‘Exaggerated hopes and exaggerated fears’: 4 ways big data complicates research

Using big data and AI-driven prediction models can be clinically useful, but it’s also important to learn about that data and the processes involved in collecting it, according to work published in JAMA Psychiatry.

Gregory E. Simon, MD, MPH, used his background in psychiatry to scrutinize the use of big data in mental health care in the article, published Feb. 27. Simon, a senior investigator at the Kaiser Permanente Washington Health Research Institute in Seattle, said tech innovations like computerizing clinician notes, identifying symptom patterns with machine learning and predicting responses to certain antidepressants have been hugely beneficial in the mental health world, but there’s also an inherent hesitancy about the rapid nature of those changes.

“In practice, machine-learned algorithms already help to identify veterans at highest risk of suicide and medical patients at risk of rapid decompensation,” Simon wrote in JAMA Psychiatry. “But these early sightings of predictive analytics in healthcare have prompted both exaggerated hopes and exaggerated fears that big data and machine learning will supplant human clinical intelligence.

“Both the hopes and the fears stem from some overly optimistic expectations—that data quantity outweighs data quality and that artificial intelligence can spin straw into gold.”

Simon cautioned researchers and physicians alike to be wary of these four factors:

Not all big data are trustworthy or useful

While data drawn from real-world health records are practical and scientifically meaningful, large sample sizes can actually make it harder to complete smaller-scale studies focused on specific conditions in niche populations, Simon said.

When pulling records from national databases, he said physicians should consider whether researchers accurately translated what clinicians recorded (diagnosis codes and procedure codes, for example), whether patients of interest would typically present for care in the setting of that database, how records systems or financial incentives might have influenced results and whether clinicians in the database would accurately recognize and assess the clinical condition in question.

“Slippage at any of these points could distort the relationship between clinical reality and the image of that reality in a dataset,” Simon wrote. “Different types of error (e.g. false-positive versus false-negative diagnoses in electronic health records) would have different implications depending on the specific scientific or clinical question.”

Sample sizes are growing into the millions—and that might be too big

Both sample sizes and the number of variables involved in big data collection are growing, Simon wrote, but as more data are included in studies “nearly any comparison of interest becomes statistically significant.”

The problem with that is even when a result is statistically significant, it still might not have meaningful implications for clinical practice or policy. Simon explained that as data grow longer—in other words, as sample sizes grow larger—the P values that are so critical to clinical research “will lose value as indicators of true significance.” For example, the probability of refilling an initial antidepressant script varies from 70.4 percent to 71.6 percent in studies, which is an insignificant difference unless the P value used falls under the .00000000001 level.
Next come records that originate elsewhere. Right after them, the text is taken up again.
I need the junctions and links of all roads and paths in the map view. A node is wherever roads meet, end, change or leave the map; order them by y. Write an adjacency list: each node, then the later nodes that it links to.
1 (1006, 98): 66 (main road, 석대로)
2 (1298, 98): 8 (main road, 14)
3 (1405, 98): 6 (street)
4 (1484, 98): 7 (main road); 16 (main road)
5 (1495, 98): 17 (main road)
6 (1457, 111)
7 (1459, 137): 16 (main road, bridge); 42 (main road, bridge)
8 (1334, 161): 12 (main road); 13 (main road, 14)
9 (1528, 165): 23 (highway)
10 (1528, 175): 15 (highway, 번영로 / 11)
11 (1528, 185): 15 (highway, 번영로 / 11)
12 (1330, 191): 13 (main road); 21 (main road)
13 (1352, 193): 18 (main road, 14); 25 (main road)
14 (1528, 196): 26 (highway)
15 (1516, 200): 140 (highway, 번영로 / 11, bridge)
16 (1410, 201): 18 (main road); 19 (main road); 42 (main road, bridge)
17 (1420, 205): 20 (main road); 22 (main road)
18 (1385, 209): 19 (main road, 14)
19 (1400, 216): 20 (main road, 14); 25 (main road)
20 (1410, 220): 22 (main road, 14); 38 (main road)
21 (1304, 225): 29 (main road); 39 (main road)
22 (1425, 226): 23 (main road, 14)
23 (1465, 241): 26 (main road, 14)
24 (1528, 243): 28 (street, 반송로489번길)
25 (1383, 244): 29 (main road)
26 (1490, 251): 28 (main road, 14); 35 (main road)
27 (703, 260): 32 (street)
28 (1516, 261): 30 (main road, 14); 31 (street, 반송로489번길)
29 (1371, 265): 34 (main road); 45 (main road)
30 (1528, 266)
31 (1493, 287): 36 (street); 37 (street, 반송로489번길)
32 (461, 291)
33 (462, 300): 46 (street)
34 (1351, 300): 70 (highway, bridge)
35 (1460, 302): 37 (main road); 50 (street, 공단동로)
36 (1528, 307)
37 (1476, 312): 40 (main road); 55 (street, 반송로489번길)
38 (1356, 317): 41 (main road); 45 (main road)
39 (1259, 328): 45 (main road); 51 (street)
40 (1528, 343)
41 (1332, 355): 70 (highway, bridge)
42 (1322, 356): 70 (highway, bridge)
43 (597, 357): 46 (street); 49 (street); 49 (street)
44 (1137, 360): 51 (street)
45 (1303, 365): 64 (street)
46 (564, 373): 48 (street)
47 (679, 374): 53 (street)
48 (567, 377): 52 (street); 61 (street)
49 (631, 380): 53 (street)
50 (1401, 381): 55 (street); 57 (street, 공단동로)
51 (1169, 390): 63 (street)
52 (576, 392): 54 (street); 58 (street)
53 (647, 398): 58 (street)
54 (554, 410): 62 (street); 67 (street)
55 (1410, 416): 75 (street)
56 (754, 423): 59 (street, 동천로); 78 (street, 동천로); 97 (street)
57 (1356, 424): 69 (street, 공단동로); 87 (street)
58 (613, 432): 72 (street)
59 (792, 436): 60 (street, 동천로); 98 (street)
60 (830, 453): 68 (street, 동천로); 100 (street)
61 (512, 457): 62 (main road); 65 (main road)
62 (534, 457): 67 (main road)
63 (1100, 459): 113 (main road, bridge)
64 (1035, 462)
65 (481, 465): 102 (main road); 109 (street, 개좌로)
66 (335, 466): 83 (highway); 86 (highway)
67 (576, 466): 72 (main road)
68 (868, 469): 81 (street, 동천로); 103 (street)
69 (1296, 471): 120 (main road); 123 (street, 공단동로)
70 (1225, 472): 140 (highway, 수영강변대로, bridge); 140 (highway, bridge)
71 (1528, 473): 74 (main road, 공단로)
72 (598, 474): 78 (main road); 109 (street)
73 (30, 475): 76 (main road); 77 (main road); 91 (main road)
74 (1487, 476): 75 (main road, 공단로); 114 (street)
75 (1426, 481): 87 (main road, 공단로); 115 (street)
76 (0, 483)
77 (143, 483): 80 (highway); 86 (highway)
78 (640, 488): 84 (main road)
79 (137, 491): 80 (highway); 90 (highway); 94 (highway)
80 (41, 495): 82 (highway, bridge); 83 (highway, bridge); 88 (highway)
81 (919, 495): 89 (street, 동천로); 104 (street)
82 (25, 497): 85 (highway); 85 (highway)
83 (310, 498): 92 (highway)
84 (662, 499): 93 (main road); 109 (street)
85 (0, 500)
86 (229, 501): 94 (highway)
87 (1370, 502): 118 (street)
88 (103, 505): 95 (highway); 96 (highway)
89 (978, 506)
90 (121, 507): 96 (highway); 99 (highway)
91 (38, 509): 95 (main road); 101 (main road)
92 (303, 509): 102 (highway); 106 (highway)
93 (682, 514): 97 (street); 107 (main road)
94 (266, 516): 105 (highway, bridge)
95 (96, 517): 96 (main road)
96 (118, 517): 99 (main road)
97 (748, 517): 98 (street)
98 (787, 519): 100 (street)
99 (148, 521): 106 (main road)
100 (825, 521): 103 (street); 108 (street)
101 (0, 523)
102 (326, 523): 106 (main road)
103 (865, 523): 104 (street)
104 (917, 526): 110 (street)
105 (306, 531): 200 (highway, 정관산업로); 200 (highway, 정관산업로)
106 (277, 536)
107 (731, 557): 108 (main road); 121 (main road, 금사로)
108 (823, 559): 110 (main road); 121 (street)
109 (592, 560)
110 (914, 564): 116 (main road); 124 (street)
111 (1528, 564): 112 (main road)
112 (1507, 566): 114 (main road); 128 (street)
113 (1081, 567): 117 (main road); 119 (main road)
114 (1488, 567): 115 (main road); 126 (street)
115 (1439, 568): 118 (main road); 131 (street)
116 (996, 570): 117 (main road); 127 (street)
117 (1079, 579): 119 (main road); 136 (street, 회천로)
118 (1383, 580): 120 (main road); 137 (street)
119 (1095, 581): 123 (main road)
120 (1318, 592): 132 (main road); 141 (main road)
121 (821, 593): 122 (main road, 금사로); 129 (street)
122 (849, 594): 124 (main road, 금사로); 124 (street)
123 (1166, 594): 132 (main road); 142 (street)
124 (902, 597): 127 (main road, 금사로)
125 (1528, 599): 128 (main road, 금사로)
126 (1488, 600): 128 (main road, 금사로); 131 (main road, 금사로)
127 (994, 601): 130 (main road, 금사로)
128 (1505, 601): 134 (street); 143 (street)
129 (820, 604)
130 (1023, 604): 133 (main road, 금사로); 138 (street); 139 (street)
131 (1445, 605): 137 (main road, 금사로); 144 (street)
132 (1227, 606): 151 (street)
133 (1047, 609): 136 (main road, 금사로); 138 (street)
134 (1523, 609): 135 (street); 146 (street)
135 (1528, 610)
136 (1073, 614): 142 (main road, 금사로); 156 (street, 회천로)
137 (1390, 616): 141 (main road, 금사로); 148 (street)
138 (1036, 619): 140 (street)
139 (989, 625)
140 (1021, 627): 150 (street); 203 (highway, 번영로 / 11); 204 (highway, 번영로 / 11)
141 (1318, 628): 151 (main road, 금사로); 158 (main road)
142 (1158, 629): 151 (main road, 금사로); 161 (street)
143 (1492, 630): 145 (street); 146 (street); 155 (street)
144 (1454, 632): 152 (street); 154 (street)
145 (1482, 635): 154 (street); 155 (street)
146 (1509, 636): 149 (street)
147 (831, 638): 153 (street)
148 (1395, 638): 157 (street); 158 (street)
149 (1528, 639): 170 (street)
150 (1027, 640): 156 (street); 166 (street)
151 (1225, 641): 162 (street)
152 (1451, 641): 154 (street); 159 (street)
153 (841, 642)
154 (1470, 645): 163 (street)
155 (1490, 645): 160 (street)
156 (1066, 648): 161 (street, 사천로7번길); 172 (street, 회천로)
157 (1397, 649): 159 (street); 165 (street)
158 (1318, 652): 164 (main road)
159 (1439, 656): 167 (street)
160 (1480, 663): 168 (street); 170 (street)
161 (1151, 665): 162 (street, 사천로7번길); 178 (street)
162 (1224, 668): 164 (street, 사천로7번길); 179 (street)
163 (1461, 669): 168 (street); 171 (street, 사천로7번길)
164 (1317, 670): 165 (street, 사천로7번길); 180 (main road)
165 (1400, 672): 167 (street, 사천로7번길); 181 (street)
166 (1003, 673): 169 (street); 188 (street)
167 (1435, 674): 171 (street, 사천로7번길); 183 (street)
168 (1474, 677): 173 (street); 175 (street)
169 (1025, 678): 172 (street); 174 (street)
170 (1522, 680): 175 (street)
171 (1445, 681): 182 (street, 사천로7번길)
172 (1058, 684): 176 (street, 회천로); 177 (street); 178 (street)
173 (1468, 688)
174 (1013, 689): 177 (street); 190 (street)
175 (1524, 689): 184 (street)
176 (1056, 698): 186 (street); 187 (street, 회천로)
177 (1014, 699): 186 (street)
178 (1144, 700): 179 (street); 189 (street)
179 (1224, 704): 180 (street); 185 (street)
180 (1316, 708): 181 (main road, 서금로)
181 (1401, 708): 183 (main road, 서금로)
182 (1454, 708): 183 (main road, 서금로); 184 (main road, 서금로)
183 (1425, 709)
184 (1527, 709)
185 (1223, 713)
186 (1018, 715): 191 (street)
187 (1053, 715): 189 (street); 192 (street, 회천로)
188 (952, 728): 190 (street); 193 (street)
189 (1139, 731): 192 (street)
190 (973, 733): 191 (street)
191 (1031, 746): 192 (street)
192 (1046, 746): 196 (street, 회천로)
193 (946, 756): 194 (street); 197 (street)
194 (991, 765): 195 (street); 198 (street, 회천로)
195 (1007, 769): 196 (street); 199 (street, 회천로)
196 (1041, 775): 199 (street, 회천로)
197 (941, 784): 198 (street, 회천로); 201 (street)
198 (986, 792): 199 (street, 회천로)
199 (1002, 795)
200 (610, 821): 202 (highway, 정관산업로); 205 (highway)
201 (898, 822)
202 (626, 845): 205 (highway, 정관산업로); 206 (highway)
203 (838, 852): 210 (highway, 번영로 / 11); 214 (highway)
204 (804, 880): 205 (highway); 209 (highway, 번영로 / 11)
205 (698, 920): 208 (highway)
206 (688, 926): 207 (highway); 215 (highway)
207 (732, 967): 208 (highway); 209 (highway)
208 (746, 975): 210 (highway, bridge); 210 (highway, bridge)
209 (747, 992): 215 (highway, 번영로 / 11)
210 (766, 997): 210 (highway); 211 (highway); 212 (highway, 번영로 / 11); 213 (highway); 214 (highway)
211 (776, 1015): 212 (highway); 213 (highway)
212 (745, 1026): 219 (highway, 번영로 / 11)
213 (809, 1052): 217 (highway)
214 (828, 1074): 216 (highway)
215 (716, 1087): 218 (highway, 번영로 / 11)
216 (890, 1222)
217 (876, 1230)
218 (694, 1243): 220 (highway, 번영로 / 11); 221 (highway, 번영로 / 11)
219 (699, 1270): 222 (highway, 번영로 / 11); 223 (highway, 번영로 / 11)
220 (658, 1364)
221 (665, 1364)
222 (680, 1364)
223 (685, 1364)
“As data grow wider to include hundreds of potentially correlated predictors, conventional variable selection methods can overfit to chance or idiosyncratic associations,” Simon wrote. “More sophisticated variable selection or machine learning methods become necessary to identify meaningful or generalizable associations among hundreds or thousands of comparisons.”

It’s becoming difficult to establish and explain causal relationships

When analyzing big data, Simon said it’s important to distinguish between two primary tasks: prediction and explanation, or hypothesis testing. He said models optimized for prediction would consider antidepressant use, for example, in the context of hundreds of potential predictors and interactions, but it’s impossible to distinguish between a causal relationship and confounding risks.

“But if our goal is pure prediction, we would not care,” he wrote. “If instead our goal is explanation, then our analyses would attempt to isolate estimated effects of antidepressant use from all other predictors or potential confounders. We might still use variable selection or machine learning methods to select those potential confounders, but with the goal of isolating one potential relationship.”

The development of prediction models tends to be informed by theory, Simon said, but models optimized for prediction aren’t well-suited to analyze causal relationships. On the other hand, analytic methods that are more appropriate for testing theories aren’t the best tools for prediction.

It’s harder than ever to be transparent

Because health system records don’t necessarily permit researchers to disclose detailed data about specific patients—it’s too risky to possibly identify patients in any way and expose their medical information—Simon said researchers need to be overly transparent about their data processing procedures.

“Every line of processing code should be available for inspection, testing and reuse in other settings,” he said. “A similar level of transparency is necessary regarding complex analytic methods. While machine learning models are often described as black boxes, development and validation of those models can still be reported in detail.”

Anyone using a similar model should have access to descriptive statistics for each variable of the dataset, details of model performance across a range of cut points and even the original computer coding for the set, according to Simon. He said complex analyses that aren’t transparently described probably shouldn’t be trusted, and proprietary prediction models are “inherently problematic.”